Bob Dole was a country boy from Russell, Kansas who believed in the most conservative of governance principles. He was a staunch Republican who came to Congress in 1960 at the young age of 37, having spent three years in the active Army and another three years in Army hospitals recuperating from his severe injuries. In other words, he was a very young and raw politician. He went on after four terms to take the seat of a three-term Kansas Senator who had served his state for thirty-five years in Congress and as Governor of Kansas. Bob Dole went on to eclipse the career of his predecessor by serving for thirty-five years in Congress as well, but spending the last eleven as his party’s ranking member and the last two years of that time as Majority Leader of the Senate. After that he ran against Bill Clinton in 1996 for Presidency (with running mate Jack Kemp) and lost by a fair margin since Ross Perot drained off 8.1 million votes that would have put him dangerously close to Clinton had they all swung to him (with a difference of only 114,000 votes). And yet, after that loss, Bob Dole famously said of Clinton that he viewed him as his “adversary, not his enemy”.

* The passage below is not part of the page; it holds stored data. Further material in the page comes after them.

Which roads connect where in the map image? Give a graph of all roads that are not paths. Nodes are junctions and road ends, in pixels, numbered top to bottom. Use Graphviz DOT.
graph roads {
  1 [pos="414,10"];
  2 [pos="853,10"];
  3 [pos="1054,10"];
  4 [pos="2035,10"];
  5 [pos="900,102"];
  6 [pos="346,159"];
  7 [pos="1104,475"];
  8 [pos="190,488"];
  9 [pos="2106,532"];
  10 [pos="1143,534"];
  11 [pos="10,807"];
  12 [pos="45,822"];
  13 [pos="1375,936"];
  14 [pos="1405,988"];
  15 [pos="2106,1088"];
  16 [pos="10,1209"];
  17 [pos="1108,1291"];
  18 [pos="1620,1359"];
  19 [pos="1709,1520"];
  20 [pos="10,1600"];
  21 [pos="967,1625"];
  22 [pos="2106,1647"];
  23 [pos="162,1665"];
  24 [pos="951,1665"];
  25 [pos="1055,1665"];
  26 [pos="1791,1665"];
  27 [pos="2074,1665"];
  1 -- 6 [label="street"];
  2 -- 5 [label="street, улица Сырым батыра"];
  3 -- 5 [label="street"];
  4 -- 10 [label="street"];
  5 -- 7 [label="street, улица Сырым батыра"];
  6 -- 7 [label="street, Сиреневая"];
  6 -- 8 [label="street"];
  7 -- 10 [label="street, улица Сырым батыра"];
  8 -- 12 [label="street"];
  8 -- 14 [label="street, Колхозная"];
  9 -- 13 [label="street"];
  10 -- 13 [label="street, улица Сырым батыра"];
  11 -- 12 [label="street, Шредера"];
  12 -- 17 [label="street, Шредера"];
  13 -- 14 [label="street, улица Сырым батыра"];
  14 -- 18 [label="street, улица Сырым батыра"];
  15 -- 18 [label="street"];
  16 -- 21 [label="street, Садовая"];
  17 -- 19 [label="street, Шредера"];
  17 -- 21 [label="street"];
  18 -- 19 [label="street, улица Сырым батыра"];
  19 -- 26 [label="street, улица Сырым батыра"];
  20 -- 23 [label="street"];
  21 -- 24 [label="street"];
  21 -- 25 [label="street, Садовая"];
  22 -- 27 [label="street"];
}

That ended Bob Dole’s impressive and distinguished political career though he went on to be an influential lobbyist and promoter of many good eleemosynary causes for the rest of his life. He was still politically connected by virtue of his second wife Elizabeth, who served in two cabinet positions and as a Senator from North Carolina for several years. When Bob Dole died last week he had been formally out of politics for 25 years and one might think that made him something of a Walter Mondale-like loser (though Mondale at least was elected to the Vice Presidency) who was liked and respected, but not much held in reverence. Mondale, who died earlier this year at 93) got a flag at half-mast honor from Biden, but was never honored by laying in state in the capitol (some would say that was COVID, but still, it never occurred). So why was Bob Dole accorded this amazing remembrance and honor and why did all of D.C. show their reverence so visibly on Friday?

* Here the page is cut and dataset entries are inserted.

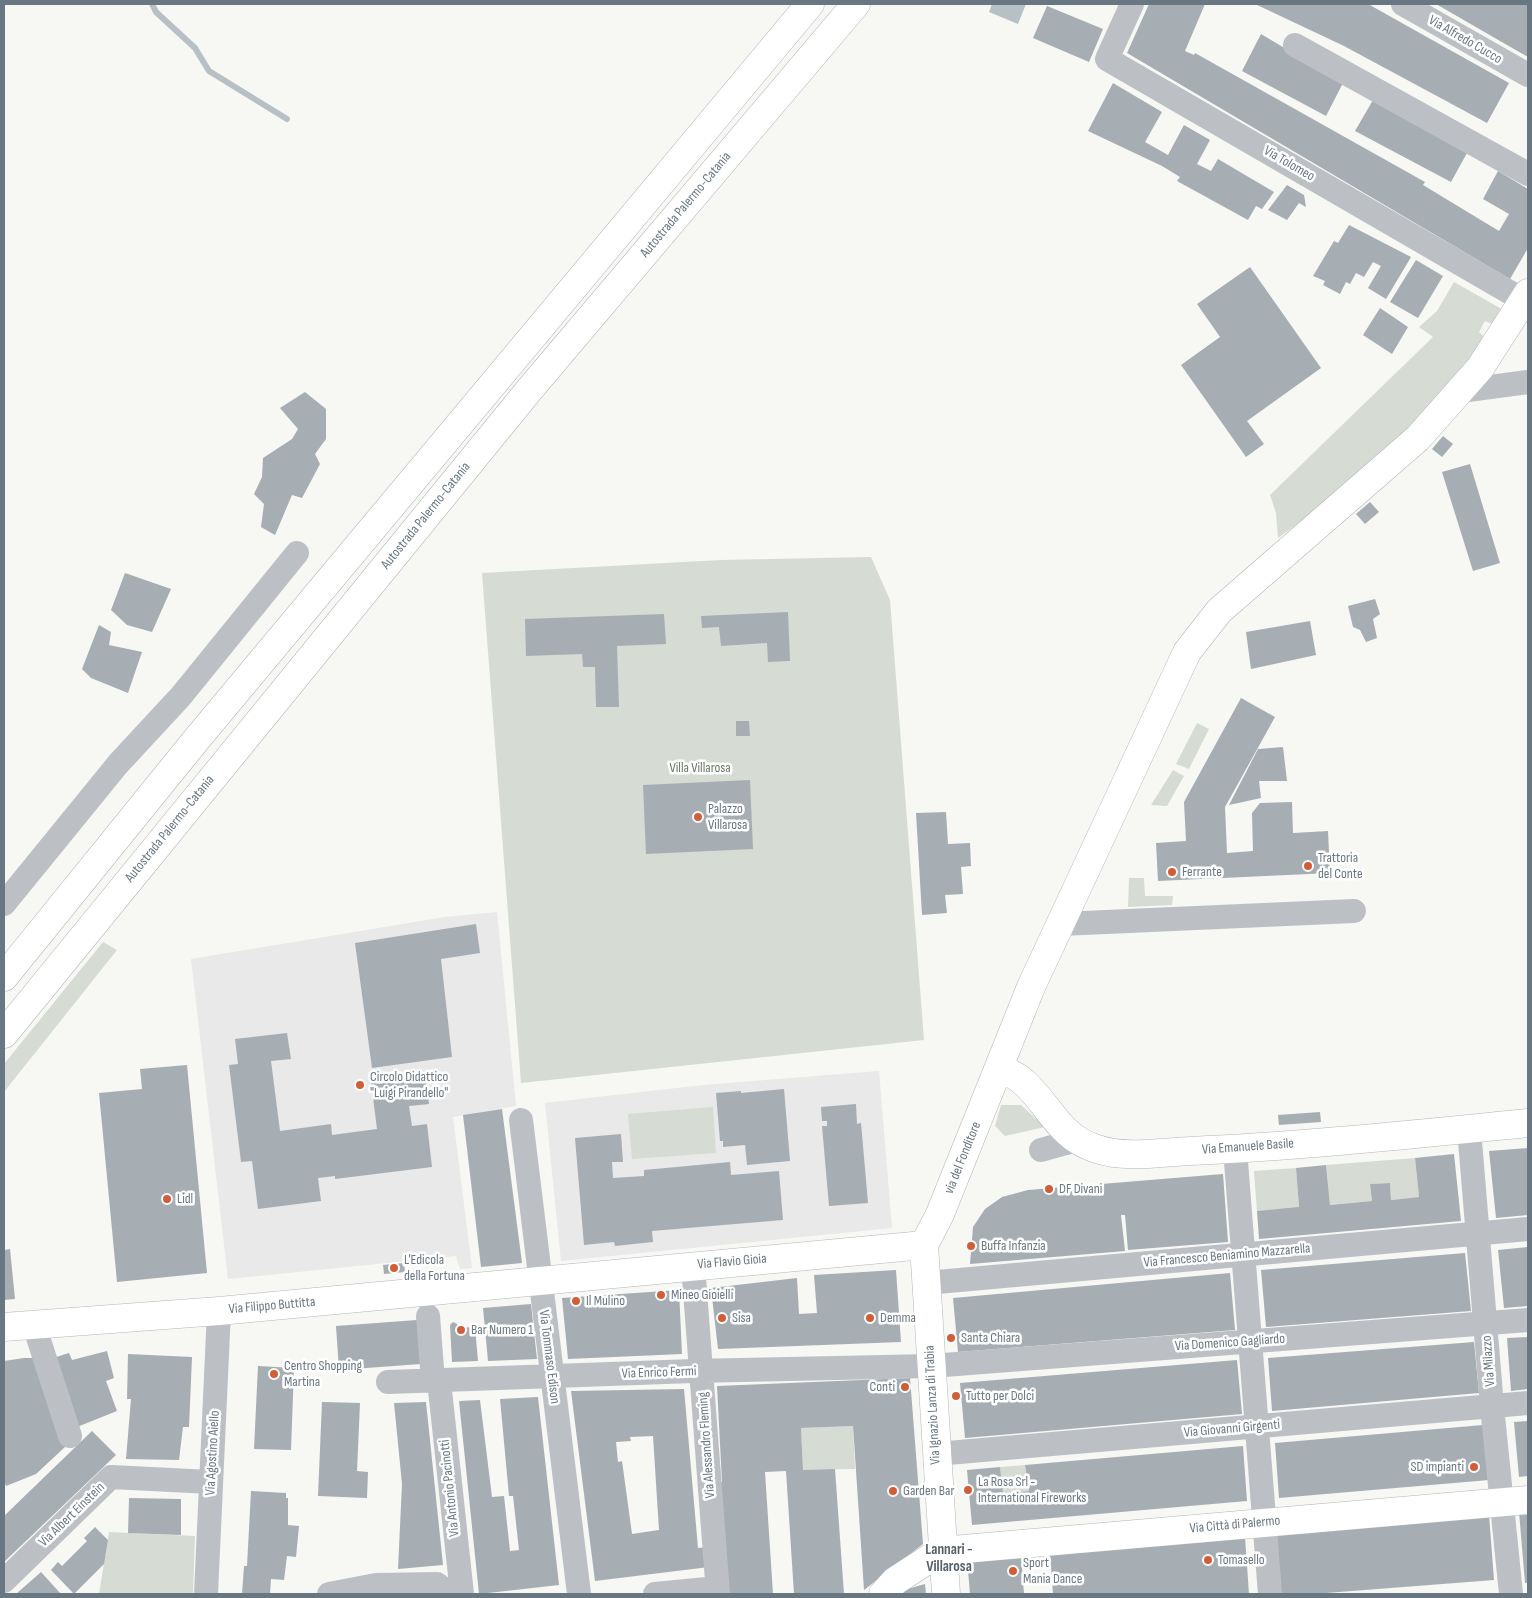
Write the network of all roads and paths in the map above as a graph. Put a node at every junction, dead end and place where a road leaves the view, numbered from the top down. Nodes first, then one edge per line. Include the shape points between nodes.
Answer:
1 (810, 4) edge
2 (856, 4) edge
3 (1132, 4) edge
4 (1403, 4) edge
5 (1295, 45) dead end
6 (1528, 75) edge
7 (1528, 174) edge
8 (1526, 296) edge
9 (1528, 382) edge
10 (1460, 391) junction
11 (297, 553) dead end
12 (4, 904) edge
13 (1354, 911) dead end
14 (1061, 924) junction
15 (4, 977) edge
16 (4, 1034) edge
17 (999, 1069) junction
18 (522, 1120) dead end
19 (1528, 1123) edge
20 (1469, 1128) junction
21 (1077, 1140) junction
22 (1235, 1149) junction
23 (1040, 1150) dead end
24 (1528, 1229) edge
25 (1478, 1234) junction
26 (924, 1245) junction
27 (1244, 1255) junction
28 (693, 1265) junction
29 (540, 1280) junction
30 (926, 1283) junction
31 (219, 1311) junction
32 (428, 1316) dead end
33 (1528, 1320) edge
34 (1486, 1323) junction
35 (34, 1325) junction
36 (4, 1327) edge
37 (1250, 1341) junction
38 (931, 1366) junction
39 (702, 1371) junction
40 (552, 1378) junction
41 (436, 1381) junction
42 (388, 1382) dead end
43 (1528, 1403) edge
44 (1492, 1406) junction
45 (1256, 1426) junction
46 (70, 1436) dead end
47 (936, 1454) junction
48 (211, 1482) junction
49 (1528, 1500) edge
50 (1501, 1502) junction
51 (1264, 1522) junction
52 (941, 1550) junction
53 (4, 1581) edge
54 (718, 1591) edge
55 (206, 1594) edge
56 (329, 1594) edge
57 (450, 1594) edge
58 (462, 1594) edge
59 (579, 1594) edge
60 (656, 1594) edge
61 (883, 1594) edge
62 (946, 1594) edge
63 (1270, 1594) edge
64 (1511, 1594) edge

1 - 15 main road via 227,702
2 - 16 main road, Autostrada Palermo-Catania via 524,397
3 - 8 street, Via Tolomeo via 1107,59
4 - 6 street, Via Alfredo Cucco
5 - 7 street
8 - 10 main road, via del Fonditore via 1480,368
9 - 10 street
10 - 14 main road, via del Fonditore via 1418,438 1219,611 1187,652
11 - 12 street via 182,696 118,764
13 - 14 street
14 - 17 main road, via del Fonditore via 1031,987
17 - 21 main road, Via Emanuele Basile via 1018,1077 1029,1087 1062,1128
17 - 26 main road, via del Fonditore via 940,1214
18 - 29 street, Via Tommaso Edison
19 - 20 main road, Via Emanuele Basile
20 - 22 main road, Via Emanuele Basile
20 - 25 street, Via Milazzo
21 - 22 main road, Via Emanuele Basile via 1097,1150 1123,1153
21 - 23 street
22 - 27 street
24 - 25 street, Via Francesco Beniamino Mazzarella
25 - 27 street, Via Francesco Beniamino Mazzarella
25 - 34 street, Via Milazzo
26 - 28 main road, Via Flavio Gioia
26 - 30 main road, Via Ignazio Lanza di Trabia
27 - 30 street, Via Francesco Beniamino Mazzarella
27 - 37 street
28 - 29 main road, Via Flavio Gioia
28 - 39 street, Via Alessandro Fleming
29 - 31 main road, Via Filippo Buttitta
29 - 40 street, Via Tommaso Edison
30 - 38 main road, Via Ignazio Lanza di Trabia
31 - 35 main road, Via Filippo Buttitta
31 - 48 street, Via Agostino Aiello
32 - 41 street, Via Antonio Pacinotti
33 - 34 street, Via Domenico Gagliardo
34 - 37 street, Via Domenico Gagliardo
34 - 44 street, Via Milazzo
35 - 36 main road, Via Filippo Buttitta
35 - 46 street
37 - 38 street, Via Domenico Gagliardo
37 - 45 street
38 - 39 street, Via Enrico Fermi
38 - 47 main road, Via Ignazio Lanza di Trabia
39 - 40 street, Via Enrico Fermi
39 - 54 street, Via Alessandro Fleming
40 - 41 street, Via Enrico Fermi
40 - 59 street, Via Tommaso Edison
41 - 42 street, Via Enrico Fermi
41 - 58 street, Via Antonio Pacinotti
43 - 44 street, Via Giovanni Girgenti
44 - 45 street, Via Giovanni Girgenti
44 - 50 street, Via Milazzo
45 - 47 street, Via Giovanni Girgenti
45 - 51 street
47 - 52 main road, Via Ignazio Lanza di Trabia
48 - 53 street, Via Albert Einstein via 111,1477
48 - 55 street, Via Agostino Aiello
49 - 50 main road, Via Città di Palermo
50 - 51 main road, Via Città di Palermo
50 - 64 street, Via Milazzo
51 - 52 main road, Via Città di Palermo
51 - 63 street
52 - 61 main road via 895,1581
52 - 62 main road, Via Ignazio Lanza di Trabia
54 - 60 street
56 - 57 street via 376,1585 437,1584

There are plenty of possible reasons, but I read the bipartisan collegiality shown that day as an important signal and turning point. This may be wishful thinking, but I see it as a sign. Note for the record that while Mike Pence was there next to Dick Cheney (that would be the ex-Vice President and father of renegade anti-Trumper Liz Cheney), Donald Trump was nowhere to be seen. Mitch McConnell was there. Kevin McCarthy was there. Even Ted Cruz was there (sitting next to Amy Klobuchar). But no Trump, the man who has no respect for anyone other than himself. I predict that this all signaled the end of the Trump reign of terror over Republican and U.S. politics overall. Everyone wanted to honor a man that Trump had no time for and who stood for everything Trump reviles, especially all the norms that make us a civilized country. I think Washington just doled out Trump’s pink slip. Bob Dole would be pleased.